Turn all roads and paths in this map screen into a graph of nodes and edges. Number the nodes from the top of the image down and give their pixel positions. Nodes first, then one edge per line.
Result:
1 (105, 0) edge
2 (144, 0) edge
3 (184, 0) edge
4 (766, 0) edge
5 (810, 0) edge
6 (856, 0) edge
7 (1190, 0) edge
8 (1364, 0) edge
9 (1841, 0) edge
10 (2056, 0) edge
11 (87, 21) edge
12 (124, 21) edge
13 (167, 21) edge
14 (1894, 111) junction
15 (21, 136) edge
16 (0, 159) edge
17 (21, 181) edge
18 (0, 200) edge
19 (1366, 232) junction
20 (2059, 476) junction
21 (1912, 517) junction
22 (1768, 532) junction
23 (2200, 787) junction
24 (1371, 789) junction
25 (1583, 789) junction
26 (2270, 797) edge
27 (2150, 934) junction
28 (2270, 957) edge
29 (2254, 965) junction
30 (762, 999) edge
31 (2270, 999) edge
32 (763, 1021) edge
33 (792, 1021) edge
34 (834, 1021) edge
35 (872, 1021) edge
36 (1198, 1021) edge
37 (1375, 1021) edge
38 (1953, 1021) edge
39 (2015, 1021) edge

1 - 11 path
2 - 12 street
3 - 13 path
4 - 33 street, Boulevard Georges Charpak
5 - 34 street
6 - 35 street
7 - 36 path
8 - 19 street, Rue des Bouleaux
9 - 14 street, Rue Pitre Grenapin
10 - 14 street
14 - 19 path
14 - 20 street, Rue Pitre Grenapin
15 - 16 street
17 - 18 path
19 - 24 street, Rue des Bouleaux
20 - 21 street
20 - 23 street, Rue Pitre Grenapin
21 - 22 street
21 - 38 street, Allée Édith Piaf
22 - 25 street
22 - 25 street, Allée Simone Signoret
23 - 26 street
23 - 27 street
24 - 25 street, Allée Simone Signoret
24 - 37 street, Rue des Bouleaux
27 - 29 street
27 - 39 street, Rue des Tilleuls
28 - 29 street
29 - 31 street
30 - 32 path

--

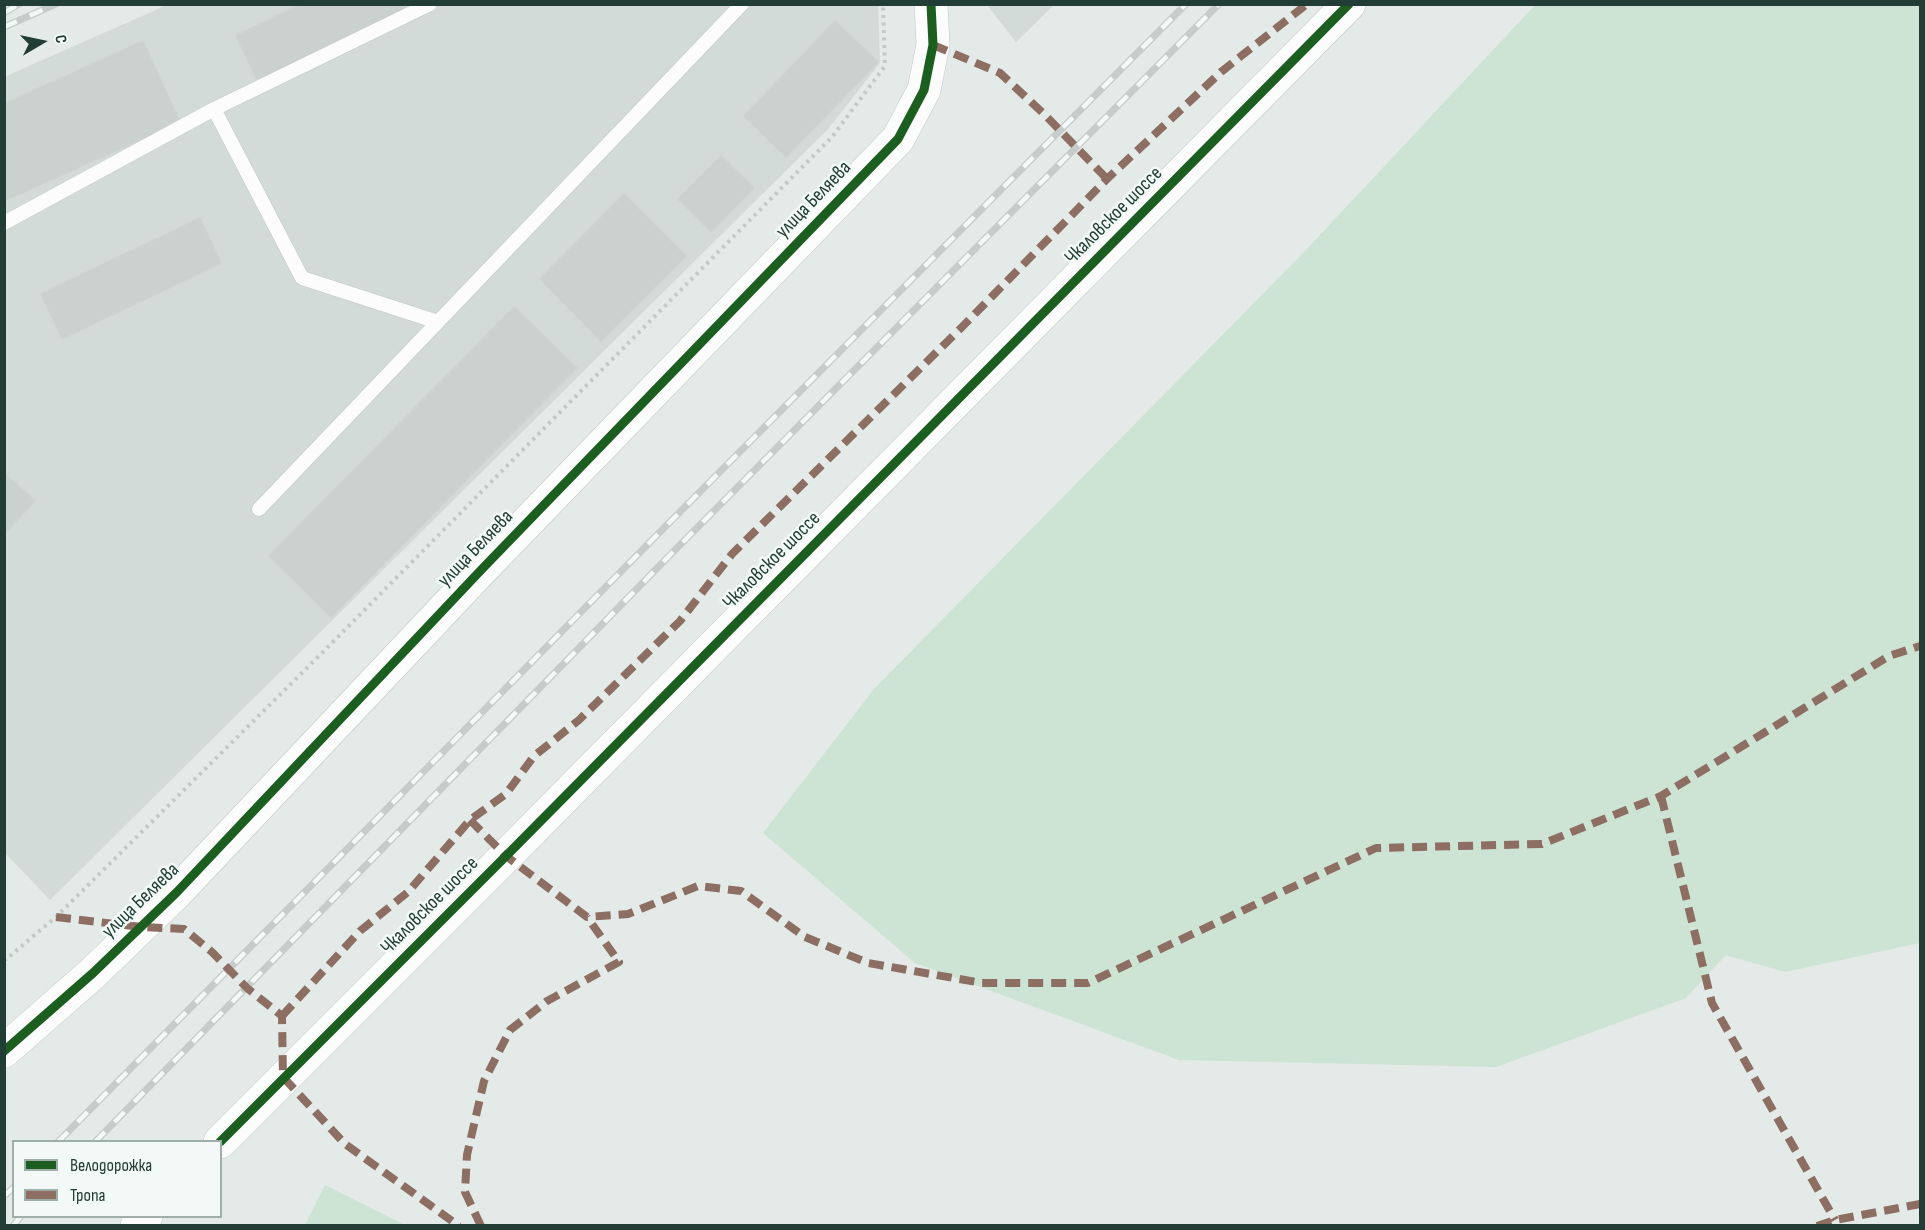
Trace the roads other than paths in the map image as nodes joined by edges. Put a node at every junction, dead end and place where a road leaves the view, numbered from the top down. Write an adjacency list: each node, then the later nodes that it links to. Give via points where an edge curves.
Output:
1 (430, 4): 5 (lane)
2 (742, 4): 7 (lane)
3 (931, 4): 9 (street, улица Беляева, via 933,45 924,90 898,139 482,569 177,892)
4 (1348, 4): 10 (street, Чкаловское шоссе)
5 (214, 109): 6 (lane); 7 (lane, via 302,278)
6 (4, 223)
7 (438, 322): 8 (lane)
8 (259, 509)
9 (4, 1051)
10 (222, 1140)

==

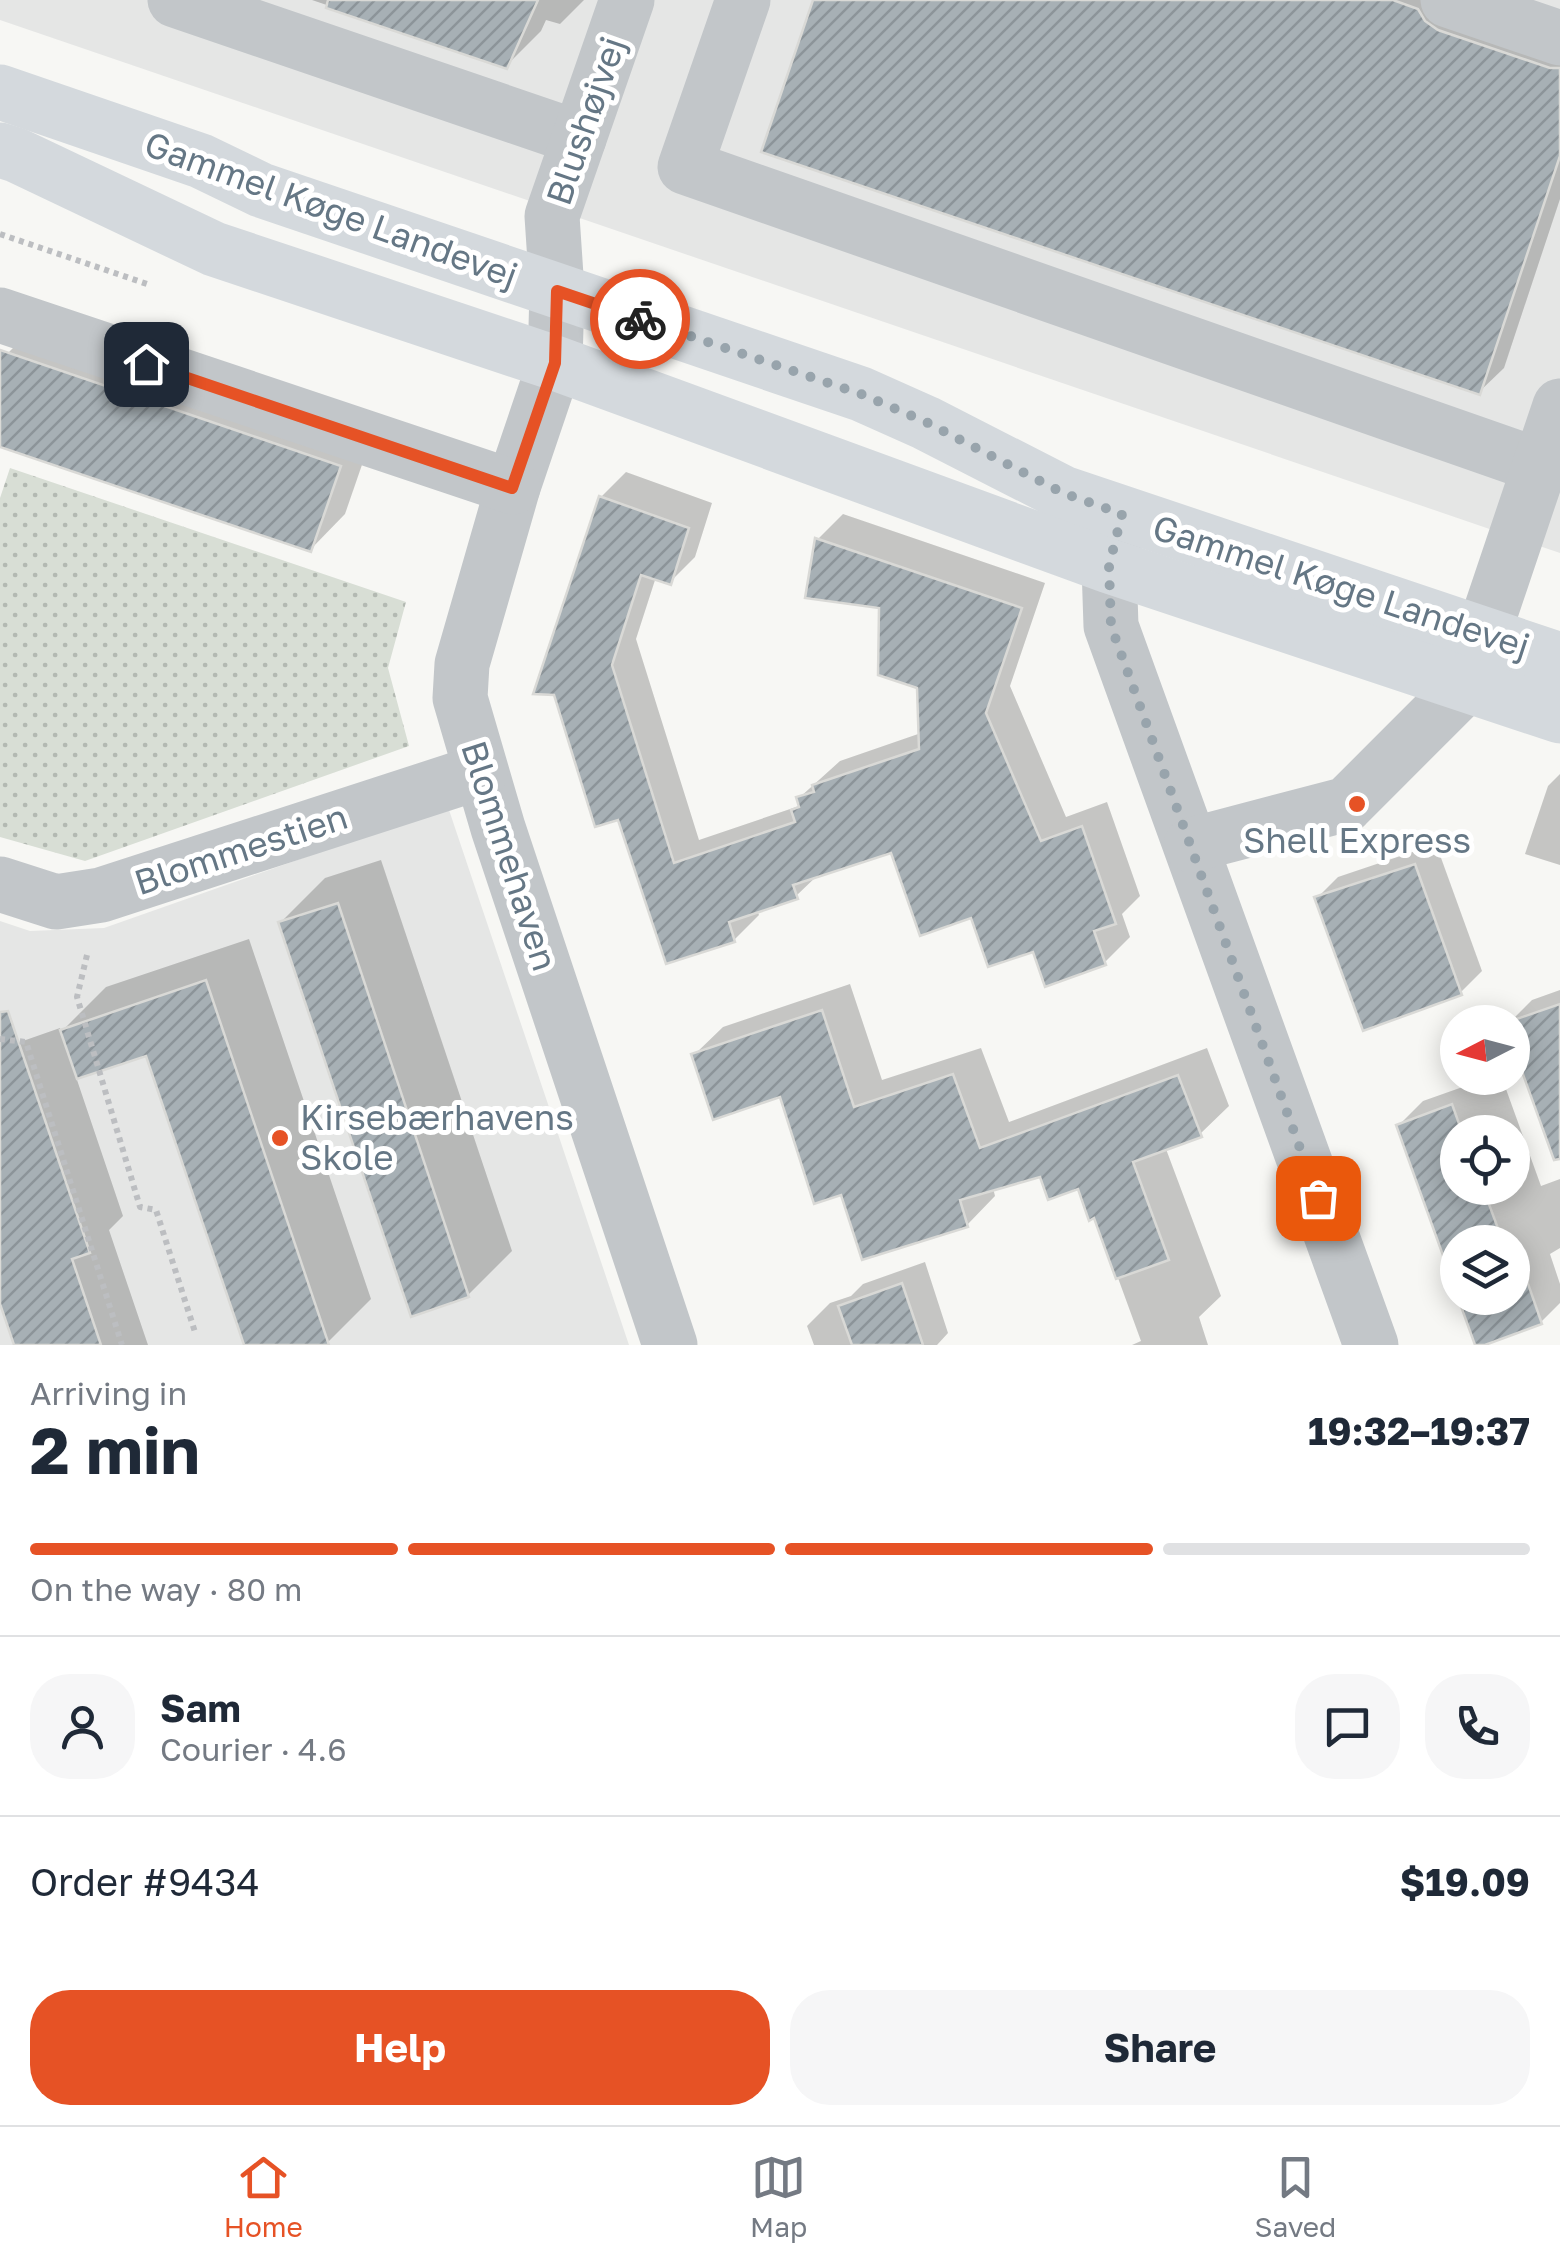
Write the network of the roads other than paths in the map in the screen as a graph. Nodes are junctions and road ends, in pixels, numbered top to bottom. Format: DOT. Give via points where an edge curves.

◆ TASK TO CARRY OUT ◆
Wherever the string "roads" appears in the data above, report the whole line.

◆ EXERCISE RESPONSE ◆
Turn all roads and paths in this map screen into a graph of nodes and edges. Number the nodes from the top of the image down and give their pixel positions. Nodes first, then one edge per line.
Trace the roads other than paths in the map image as nodes joined by edges. Put a node at every junction, dead end and place where a road leaves the view, numbered from the top down. Write an adjacency list: each node, then the later nodes that it links to. Give via points where an edge curves.
Write the network of the roads other than paths in the map in the screen as a graph. Nodes are junctions and road ends, in pixels, numbered top to bottom. Format: DOT. Give via points where an edge curves.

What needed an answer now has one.